The Self-Indulgent, Post-Film Questioner

“I have a three-part question about the movie for the entire panel. Well, it’s not ‘a question’ so much as it is ‘a statement.’ And it’s not about ‘the movie’ so much as it is about ‘a subject tangentially related to the movie, which personally interests me.’”

The Woman with the Headset Who Seems Know What’s Going On

A whirlwind of lanyards and manic energy, she runs around the Scotiabank Theatre shouting things like, “Cinema 3 is a go! Repeat, Cinema 3 is a go!” If you can get her attention she probably knows where you are supposed to line up.

The After-Partier

For some people the film portion of the festival is just distraction from the real fun, doing cocaine in a lounge washroom beside someone who says she’s Harvey Weinstein’s niece.

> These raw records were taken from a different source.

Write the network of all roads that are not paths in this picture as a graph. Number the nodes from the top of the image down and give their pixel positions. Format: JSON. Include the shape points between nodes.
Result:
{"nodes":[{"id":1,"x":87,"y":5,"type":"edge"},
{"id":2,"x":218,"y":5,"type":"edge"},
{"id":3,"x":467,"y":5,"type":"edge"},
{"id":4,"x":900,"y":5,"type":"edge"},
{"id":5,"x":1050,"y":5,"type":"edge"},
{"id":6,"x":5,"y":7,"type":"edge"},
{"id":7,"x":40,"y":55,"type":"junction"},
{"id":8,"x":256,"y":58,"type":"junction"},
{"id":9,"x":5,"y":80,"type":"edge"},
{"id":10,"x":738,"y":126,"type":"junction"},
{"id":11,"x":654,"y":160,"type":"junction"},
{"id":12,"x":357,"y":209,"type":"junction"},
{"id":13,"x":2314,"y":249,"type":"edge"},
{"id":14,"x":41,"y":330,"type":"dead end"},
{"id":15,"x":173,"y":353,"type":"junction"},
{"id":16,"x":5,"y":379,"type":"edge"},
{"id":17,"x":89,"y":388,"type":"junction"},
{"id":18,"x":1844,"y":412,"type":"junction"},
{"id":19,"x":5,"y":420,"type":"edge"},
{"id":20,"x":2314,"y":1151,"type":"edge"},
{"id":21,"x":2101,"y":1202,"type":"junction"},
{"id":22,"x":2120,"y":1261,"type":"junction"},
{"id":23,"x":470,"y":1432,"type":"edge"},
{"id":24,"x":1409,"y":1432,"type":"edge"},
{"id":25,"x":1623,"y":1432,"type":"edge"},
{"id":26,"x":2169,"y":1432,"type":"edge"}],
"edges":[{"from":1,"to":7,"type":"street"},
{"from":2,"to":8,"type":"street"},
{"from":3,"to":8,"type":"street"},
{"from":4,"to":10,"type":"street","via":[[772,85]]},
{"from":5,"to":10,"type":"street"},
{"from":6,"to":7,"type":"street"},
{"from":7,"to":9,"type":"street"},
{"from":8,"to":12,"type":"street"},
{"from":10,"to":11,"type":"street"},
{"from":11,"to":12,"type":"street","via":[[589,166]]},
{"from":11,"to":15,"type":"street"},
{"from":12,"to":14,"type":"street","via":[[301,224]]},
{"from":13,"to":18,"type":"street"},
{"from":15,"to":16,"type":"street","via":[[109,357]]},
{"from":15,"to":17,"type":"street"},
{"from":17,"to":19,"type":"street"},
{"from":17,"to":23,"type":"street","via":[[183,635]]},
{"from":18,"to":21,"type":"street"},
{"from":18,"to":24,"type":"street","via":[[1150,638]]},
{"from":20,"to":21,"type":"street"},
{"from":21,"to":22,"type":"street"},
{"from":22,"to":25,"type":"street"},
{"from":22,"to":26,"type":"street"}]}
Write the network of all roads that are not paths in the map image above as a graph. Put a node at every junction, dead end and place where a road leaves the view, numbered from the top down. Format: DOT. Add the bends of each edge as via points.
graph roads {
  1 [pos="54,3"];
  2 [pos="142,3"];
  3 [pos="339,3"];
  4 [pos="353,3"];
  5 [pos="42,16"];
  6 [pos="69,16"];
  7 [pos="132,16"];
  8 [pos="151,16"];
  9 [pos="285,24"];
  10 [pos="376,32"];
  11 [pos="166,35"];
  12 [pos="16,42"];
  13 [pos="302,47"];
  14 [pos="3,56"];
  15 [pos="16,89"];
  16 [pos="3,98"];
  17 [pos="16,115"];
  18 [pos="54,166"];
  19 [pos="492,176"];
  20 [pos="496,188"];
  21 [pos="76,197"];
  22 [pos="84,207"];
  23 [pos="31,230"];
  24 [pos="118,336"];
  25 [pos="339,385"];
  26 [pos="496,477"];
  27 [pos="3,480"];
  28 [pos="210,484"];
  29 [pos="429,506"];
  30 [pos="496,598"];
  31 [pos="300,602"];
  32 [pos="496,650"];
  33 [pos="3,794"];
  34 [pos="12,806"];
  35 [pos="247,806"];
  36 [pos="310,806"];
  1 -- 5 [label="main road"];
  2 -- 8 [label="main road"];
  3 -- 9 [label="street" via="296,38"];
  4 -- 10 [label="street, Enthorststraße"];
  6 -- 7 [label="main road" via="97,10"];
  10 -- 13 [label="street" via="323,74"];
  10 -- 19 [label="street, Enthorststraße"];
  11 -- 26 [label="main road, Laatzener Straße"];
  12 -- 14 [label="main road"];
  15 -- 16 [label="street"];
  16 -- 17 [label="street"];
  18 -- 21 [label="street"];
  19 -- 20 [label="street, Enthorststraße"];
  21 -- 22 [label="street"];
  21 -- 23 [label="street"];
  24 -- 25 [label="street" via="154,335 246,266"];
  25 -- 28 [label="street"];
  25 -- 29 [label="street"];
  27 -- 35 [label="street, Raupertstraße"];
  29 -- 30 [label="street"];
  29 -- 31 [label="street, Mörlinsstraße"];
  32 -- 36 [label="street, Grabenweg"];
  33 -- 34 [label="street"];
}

The Somewhat Familiar Canadian Actor

You know who I am talking about. He’s the guy from the show. What was it called again? Due something-or-other? Due North? No, that’s not right. Wait, it’s Due South! That’s it! He was in Due South! Anyway, that guy.

The Celebrity Look-Alike

During TIFF, our senses our extra-attuned the possibility of celebrity sighting and sometimes we get carried away. The point is you shouldn’t feel bad if that disheveled, older man you took all those selfies with turns out not to be Nick Nolte.

The Pretentious Director

This true artist does not have a lot of time for so-called critics who have never created anything real in their entire life, but he does have lots of time to tell you about how his short film is going to completely revolutionize how we understand climate change, the internet, and race relations in America.

The Genuine Movie Star

Huh, Amy Adams is kind of short in real life.

The Friend Who Always Misses TIFF

“Oh my god, is TIFF already over? I didn’t even get to see anything! Okay, next year we’re definitely going to a movie together. Like, definitely.”